Bayesian Sparse Multiple Regression
Posted on 0 Comments
In the context of multiple response regression, a popular technique to achieve parsimony and interpretability is to consider a reduced-rank decomposition of the coefficient matrix, commonly known as reduced rank regression.
Let $X\in \IR^{n\times p}, Y\in \IR^{n\times q}$, consider the multivariate linear regression model
\[Y = XC + E\,, \quad E=(e_1,\ldots, e_n)^T\]where
- the response has been centred
- no intercept term
- the rows of the error matrix are independent, with $e_i\sim N(0, \Sigma)$
- the high-dimensional case, $p > \max(n, q)$
- the dimension of the response $q$ to be modest relative to the sample size
Basic assumption in reduced rank regression is
\[\rank(C) = r \le \min(p, q)\]where
\[C = B_\star A_\star^T\,, B_\star\in \IR^{p\times r}, A_\star\in \IR^{q\times r}\]it is possible to treat $r$ as a parameter and assign it a prior distribution inside a hierarchical formulation, posterior inference on $r$ requires calculation of intractable marginal likelihoods or resorting to RJMCMC.
To avoid specifying a prior on $r$, the paper works within a parameter-expanded framework to
- consider a potentially full-rank decomposition $C=BA^T$ with $B\in \IR^{p\times q}, A\in \IR^{q\times q}$,
- assign shrinkage priors to $A$ and $B$ to shrink out the redundant columns when $C$ is indeed low rank.

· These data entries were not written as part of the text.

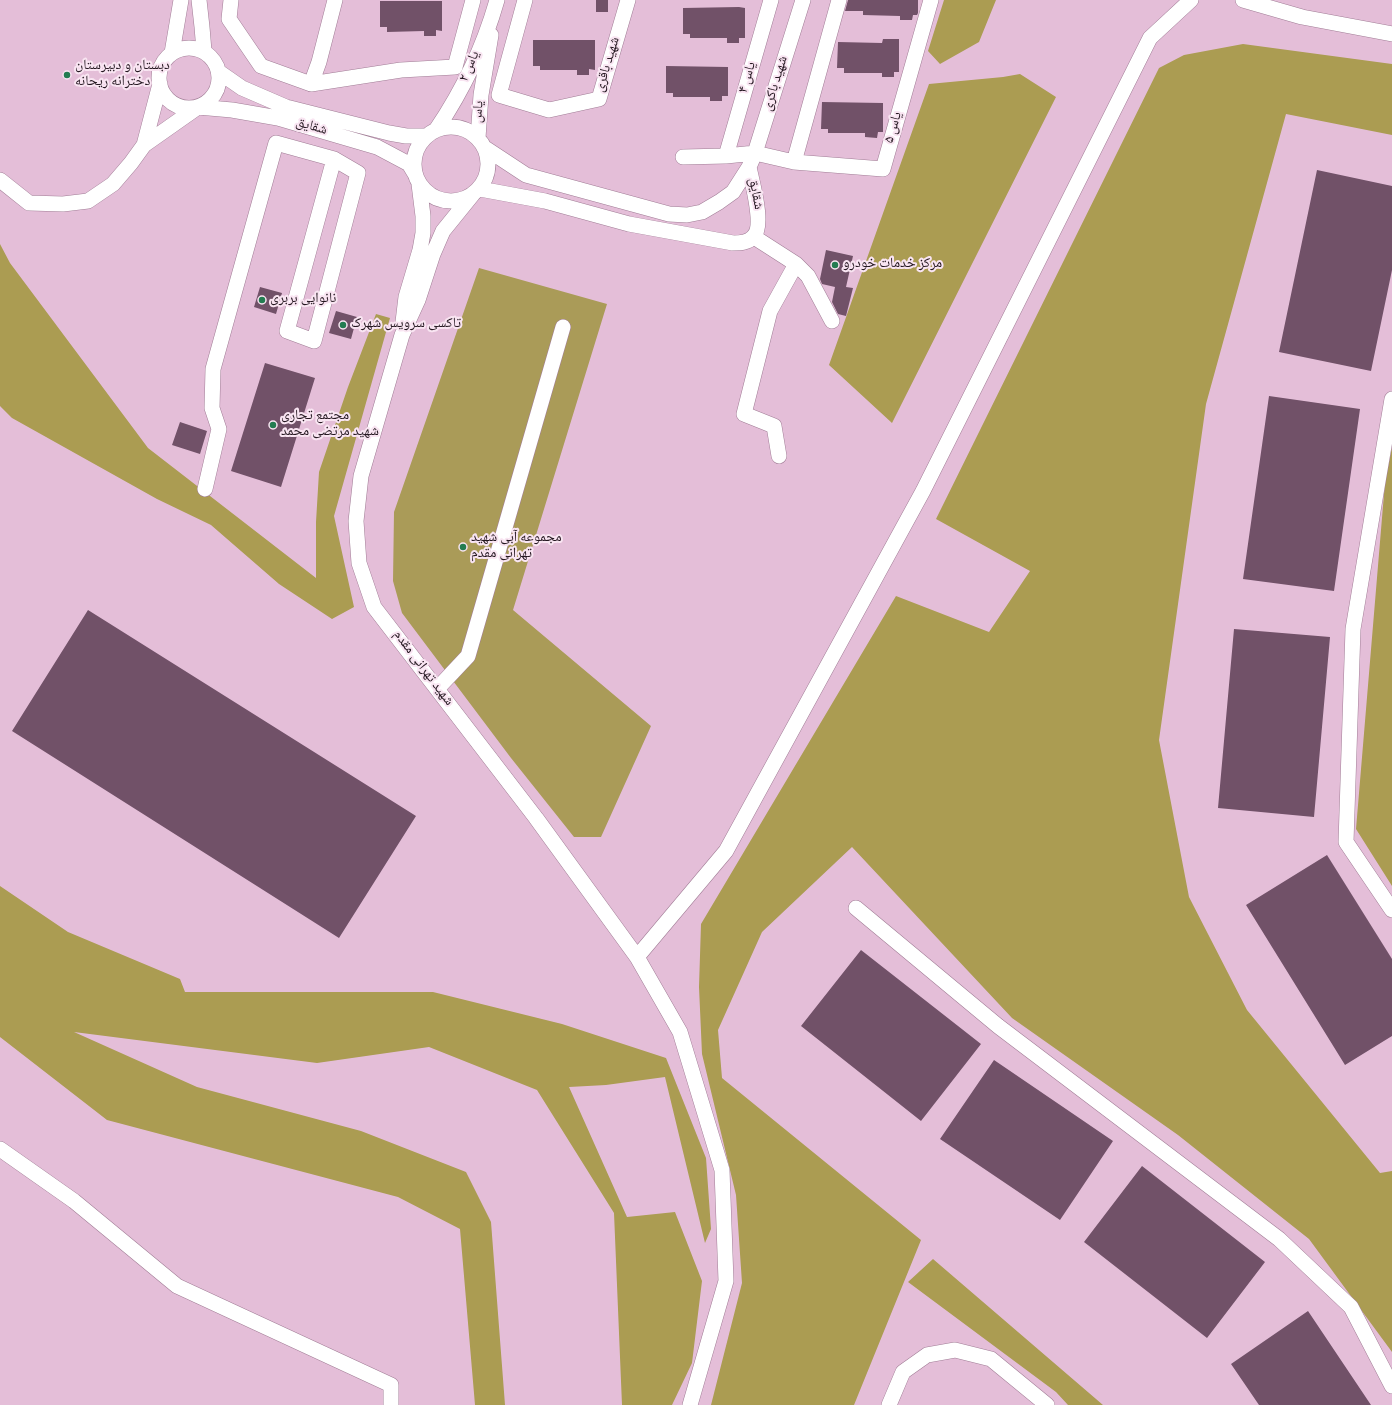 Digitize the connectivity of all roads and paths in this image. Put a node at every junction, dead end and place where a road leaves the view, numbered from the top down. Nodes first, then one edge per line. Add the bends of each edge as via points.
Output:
1 (181, 0) edge
2 (199, 0) edge
3 (230, 0) edge
4 (335, 0) edge
5 (473, 0) edge
6 (525, 0) edge
7 (628, 0) edge
8 (771, 0) edge
9 (803, 0) edge
10 (840, 0) edge
11 (931, 0) edge
12 (1191, 0) edge
13 (1243, 0) edge
14 (495, 7) edge
15 (1392, 34) edge
16 (204, 51) junction
17 (172, 53) junction
18 (455, 67) junction
19 (219, 72) junction
20 (470, 72) junction
21 (484, 81) junction
22 (160, 84) junction
23 (311, 84) junction
24 (502, 84) junction
25 (198, 107) junction
26 (432, 133) junction
27 (482, 143) junction
28 (144, 145) junction
29 (726, 156) junction
30 (683, 157) dead end
31 (334, 159) junction
32 (752, 160) junction
33 (794, 162) junction
34 (417, 179) junction
35 (0, 180) edge
36 (477, 192) junction
37 (754, 237) junction
38 (796, 264) junction
39 (832, 321) dead end
40 (563, 328) dead end
41 (402, 335) junction
42 (1392, 399) edge
43 (778, 456) dead end
44 (205, 489) dead end
45 (437, 689) junction
46 (856, 908) dead end
47 (1392, 910) edge
48 (637, 957) junction
49 (0, 1149) edge
50 (1392, 1386) edge
51 (391, 1405) edge
52 (690, 1405) edge
53 (889, 1405) edge
54 (1047, 1405) edge

1 - 17 street
2 - 16 street
3 - 23 street via 229,19 261,66
4 - 23 street
5 - 18 street
6 - 24 street
7 - 24 street, شهید باقری via 599,99 549,110 499,95
8 - 29 street, یاس ۴
9 - 32 street, شهید باکری
10 - 33 street
11 - 33 street, یاس ۵ via 883,169
12 - 48 street via 1150,38 923,491 726,851
13 - 15 street via 1302,16
14 - 20 street, یاس ۲
14 - 21 street, یاس
16 - 17 street via 187,47
16 - 19 street via 214,60
17 - 22 street via 161,67
18 - 20 street
18 - 23 street via 401,70
19 - 25 street via 217,90 206,103
19 - 26 street, شقایق via 242,88 286,107 389,133 406,136
20 - 26 street, یاس ۲ via 460,93
21 - 24 street
21 - 27 street, یاس via 481,95
22 - 25 street via 170,101 178,106
22 - 28 street
25 - 28 street
25 - 34 street, شقایق via 278,118 377,147 409,164
26 - 27 street via 447,127 459,128 469,131
26 - 34 street via 418,147 414,160
27 - 32 street, شقایق via 526,175 662,212 687,216 702,212 733,192
27 - 36 street via 488,158 488,169 485,180
28 - 35 street via 114,184 88,201 29,204
29 - 30 street
29 - 32 street
31 - 31 street via 287,331 314,341 358,173
31 - 44 street via 276,143 213,370 212,408 219,429
32 - 33 street, یاس ۵
32 - 37 street, شقایق via 759,218 758,230
34 - 36 street via 430,195 444,201 454,202
34 - 41 street, شهید تهرانی مقدم via 423,233 406,297
36 - 37 street via 545,201 629,224 732,243 745,242
36 - 41 street, شهید تهرانی مقدم via 443,231 418,300
37 - 38 street
38 - 39 street via 808,276
38 - 43 street via 770,310 744,414 774,426
40 - 45 street via 468,656
41 - 45 street, شهید تهرانی مقدم via 361,476 356,521 358,563 374,607
42 - 47 street via 1353,629 1346,842
45 - 48 street, شهید تهرانی مقدم via 536,818
46 - 50 street via 998,1026 1279,1239 1351,1308
48 - 52 street, شهید تهرانی مقدم via 680,1032 722,1170 726,1281
49 - 51 street via 74,1201 177,1286 391,1385
53 - 54 street via 903,1372 927,1355 955,1350 991,1359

Consider independent standard normal priors on the entries of $A$ - use $\Pi_A$ to denote the prior on $A$, i.e., $a_{hk}\sim N(0, 1)$ independently for $h, k=1,\ldots,q$ - alternatively, a uniform prior on the Stiefel manifold of orthogonal matrices can be used, but it is slow.
Use independent horseshoe priors on the columns of $B$, and denote it by $\Pi_B$ - stronger shrinkage is warranted on the columns of $B$
\[b_{jh}\mid \lambda_{jh}, \tau_h \sim N(0, \lambda_{jh}^2\tau_h^2),\quad \lambda_{jh}\sim Ca_+(0, 1), \quad \tau_h\sim Ca_+(0, 1)\]independently for $j=1,\ldots,p$ and $h=1,\ldots,q$, where $Ca_+(0,1)$ denotes the truncated standard half-Cauchy distribution with density proportional to $(1+t^2)^{-1}1_{(0,\infty)}(t)$
primarily restrict the attention to settings where $\Sigma$ is diagonal, $\Sigma=\diag(\sigma_1^2,\ldots,\sigma_q^2)$, and assign independent improper priors $\pi(\sigma_h^2)\propto \sigma_h^{-2} (h=1,\ldots,q)$ on the diagonal elements
Then the model becomes
\[Y = XBA^T + E, e_i\sim N(0, \Sigma)\]where
\[B\sim \Pi_B, A\sim \Pi_A, \Sigma\sim \Pi_\Sigma\]The likelihood of $(C,\Sigma)$ is
\[p^{(n)}(Y\mid C, \Sigma; X) \propto \vert \Sigma\vert^{-n/2}\exp(-\trace\{(Y-XC)\Sigma^{-1}(Y-XC)^T\}/2)\]